Group 1 - The core product, Duanjin Detox Capsule, is developed based on folk remedies for treating opioid addiction and preventing relapse, with key ingredients including Kouwen and Yangjinhua [2] - The clinical trial results indicate that the product met its expected goals, showing significant efficacy in detoxification and relapse prevention, with a one-year relapse rate potentially as low as 30% [2] - The company reported high relapse rates among heroin users, with 77.7% relapsing within three months and over 95% within six months after detoxification [2] Group 2 - The company has applied for breakthrough therapy designation for the product, with an expected approval result around September 20, 2023, following a 45-working-day review period [2] - There are uncertainties regarding the approval from the National Medical Products Administration for market launch, and the company will actively promote the research project in accordance with national regulations [3]

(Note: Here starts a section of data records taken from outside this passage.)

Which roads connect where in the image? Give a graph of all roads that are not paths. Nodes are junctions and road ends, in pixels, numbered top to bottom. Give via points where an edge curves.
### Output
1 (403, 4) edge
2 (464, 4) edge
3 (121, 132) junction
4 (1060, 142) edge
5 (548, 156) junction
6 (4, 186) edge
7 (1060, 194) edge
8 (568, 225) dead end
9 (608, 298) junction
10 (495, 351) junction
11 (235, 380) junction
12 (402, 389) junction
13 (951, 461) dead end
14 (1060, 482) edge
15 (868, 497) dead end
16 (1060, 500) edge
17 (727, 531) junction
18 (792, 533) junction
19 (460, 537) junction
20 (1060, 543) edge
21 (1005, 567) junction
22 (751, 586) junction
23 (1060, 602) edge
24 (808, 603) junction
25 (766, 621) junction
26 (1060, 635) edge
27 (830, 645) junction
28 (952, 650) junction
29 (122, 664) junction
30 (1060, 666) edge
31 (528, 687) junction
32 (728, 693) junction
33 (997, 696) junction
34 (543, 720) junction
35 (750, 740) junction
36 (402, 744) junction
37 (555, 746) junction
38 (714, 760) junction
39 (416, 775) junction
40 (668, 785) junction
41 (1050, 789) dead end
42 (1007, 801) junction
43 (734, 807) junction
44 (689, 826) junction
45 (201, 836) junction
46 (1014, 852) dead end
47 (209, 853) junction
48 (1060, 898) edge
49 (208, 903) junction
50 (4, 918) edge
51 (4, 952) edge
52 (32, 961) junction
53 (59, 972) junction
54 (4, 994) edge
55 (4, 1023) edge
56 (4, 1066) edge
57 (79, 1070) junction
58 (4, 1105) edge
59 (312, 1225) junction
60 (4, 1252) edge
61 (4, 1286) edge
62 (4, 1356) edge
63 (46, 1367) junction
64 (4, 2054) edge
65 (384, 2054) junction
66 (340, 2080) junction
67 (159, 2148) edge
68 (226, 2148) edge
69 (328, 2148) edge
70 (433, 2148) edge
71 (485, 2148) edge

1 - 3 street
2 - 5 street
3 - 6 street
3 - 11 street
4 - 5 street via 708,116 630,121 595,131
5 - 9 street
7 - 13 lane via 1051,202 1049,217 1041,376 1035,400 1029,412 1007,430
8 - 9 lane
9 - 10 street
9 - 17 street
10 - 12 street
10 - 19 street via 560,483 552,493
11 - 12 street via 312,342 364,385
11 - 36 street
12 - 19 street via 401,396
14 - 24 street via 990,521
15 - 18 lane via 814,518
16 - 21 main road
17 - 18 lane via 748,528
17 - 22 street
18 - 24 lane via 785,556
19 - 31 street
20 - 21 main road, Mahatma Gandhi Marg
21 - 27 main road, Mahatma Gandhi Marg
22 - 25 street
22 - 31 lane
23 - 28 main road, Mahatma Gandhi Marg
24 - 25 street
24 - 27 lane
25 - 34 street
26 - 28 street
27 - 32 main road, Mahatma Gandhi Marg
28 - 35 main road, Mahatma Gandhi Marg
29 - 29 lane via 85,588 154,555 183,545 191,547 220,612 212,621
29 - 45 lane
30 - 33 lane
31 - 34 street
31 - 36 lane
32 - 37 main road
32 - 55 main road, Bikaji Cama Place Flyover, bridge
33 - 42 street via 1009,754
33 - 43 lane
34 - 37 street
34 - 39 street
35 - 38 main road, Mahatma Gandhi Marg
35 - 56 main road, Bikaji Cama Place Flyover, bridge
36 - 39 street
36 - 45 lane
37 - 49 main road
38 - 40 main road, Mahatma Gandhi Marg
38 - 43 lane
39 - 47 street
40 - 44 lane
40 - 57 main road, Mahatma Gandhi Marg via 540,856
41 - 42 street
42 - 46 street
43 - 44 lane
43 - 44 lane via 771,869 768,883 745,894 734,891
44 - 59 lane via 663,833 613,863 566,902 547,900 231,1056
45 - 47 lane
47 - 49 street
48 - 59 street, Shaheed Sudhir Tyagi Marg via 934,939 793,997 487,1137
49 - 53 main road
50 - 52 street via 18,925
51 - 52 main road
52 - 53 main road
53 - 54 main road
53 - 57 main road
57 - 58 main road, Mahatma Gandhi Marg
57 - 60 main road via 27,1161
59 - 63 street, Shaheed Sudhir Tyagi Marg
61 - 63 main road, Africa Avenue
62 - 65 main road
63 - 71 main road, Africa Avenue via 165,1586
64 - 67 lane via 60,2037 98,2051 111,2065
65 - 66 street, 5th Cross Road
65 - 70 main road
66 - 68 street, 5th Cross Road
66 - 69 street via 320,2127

Core Viewpoint - The article discusses the Phase I clinical trial results of Yifan Pharmaceutical's "Duanjin Detox Capsule," which is designed for opioid addiction treatment. Despite achieving expected results, the company's stock price fell over 2% on the announcement day [3]. Group 1: Product Overview - The Duanjin Detox Capsule is a traditional Chinese medicine capsule developed based on folk experience, primarily composed of "Gouwen" and "Yangjinhua." It aims to treat opioid addiction and prevent relapse [3]. - The product is indicated for clearing toxins and calming the mind, specifically targeting symptoms of opioid substance addiction [3]. Group 2: Clinical Trial Results - According to Yifan Pharmaceutical, the relapse rate for heroin and other opioid dependents is significantly high, with a 77.7% relapse rate within three months and over 95% within six months after detoxification [3]. - The company claims that the Duanjin Detox Capsule shows promising efficacy in detoxification treatment for various levels of heroin dependence, with a one-year relapse rate potentially as low as 30% [3]. Group 3: Regulatory Status - Yifan Pharmaceutical applied for breakthrough therapy designation for the product on July 15, 2025, and expects to receive approval results around September 20, 2025, based on a 45-working-day review period [3]. - The company acknowledges that there are uncertainties regarding the approval from the National Medical Products Administration and commits to actively advancing the project in compliance with national regulations [4].